> [Goal of the exercise] The number of lines containing the word "other" is all you should give; count them in the records below.

> [Source records]
---+---

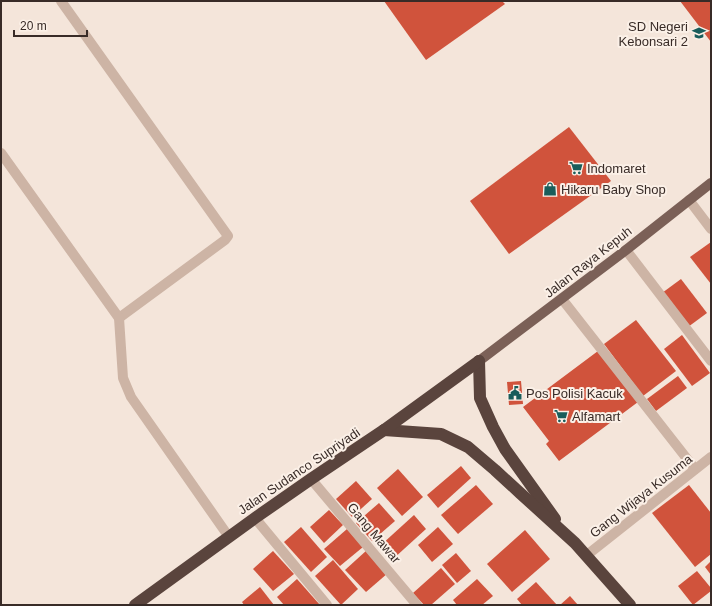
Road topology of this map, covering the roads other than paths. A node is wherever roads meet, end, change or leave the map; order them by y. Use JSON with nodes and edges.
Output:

---+---

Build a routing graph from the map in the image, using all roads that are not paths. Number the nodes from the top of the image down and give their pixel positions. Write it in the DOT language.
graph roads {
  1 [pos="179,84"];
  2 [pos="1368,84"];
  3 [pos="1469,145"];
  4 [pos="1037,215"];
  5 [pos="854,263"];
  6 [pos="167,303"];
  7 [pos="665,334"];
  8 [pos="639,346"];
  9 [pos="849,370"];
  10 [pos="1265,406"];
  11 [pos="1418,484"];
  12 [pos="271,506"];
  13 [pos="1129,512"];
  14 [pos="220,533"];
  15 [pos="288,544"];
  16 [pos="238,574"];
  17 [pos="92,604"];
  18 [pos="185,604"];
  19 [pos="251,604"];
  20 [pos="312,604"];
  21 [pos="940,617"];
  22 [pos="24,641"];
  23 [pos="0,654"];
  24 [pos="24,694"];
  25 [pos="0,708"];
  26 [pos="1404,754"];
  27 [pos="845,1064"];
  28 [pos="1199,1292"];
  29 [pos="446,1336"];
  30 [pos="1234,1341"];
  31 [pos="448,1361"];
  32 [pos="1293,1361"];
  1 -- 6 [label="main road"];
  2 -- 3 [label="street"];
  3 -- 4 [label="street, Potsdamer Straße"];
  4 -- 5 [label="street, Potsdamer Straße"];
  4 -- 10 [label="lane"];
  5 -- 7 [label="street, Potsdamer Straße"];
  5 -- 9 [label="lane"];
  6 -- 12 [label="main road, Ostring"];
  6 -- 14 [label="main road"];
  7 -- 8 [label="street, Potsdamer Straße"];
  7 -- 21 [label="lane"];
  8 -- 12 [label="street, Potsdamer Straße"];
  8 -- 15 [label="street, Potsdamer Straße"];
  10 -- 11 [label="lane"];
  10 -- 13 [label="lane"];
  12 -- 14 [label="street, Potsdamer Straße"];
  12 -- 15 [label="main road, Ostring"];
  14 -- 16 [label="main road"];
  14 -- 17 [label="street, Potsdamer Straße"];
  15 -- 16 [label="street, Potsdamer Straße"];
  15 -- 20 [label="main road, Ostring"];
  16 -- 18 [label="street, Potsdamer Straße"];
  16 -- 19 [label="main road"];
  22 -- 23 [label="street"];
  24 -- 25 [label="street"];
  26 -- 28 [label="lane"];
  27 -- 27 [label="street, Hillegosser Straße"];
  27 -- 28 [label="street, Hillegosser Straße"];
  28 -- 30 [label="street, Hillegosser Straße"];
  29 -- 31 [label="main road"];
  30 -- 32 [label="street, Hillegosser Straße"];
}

---+---

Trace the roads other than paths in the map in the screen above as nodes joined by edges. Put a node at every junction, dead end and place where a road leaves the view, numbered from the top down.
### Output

---+---

> [Solved exercise] 2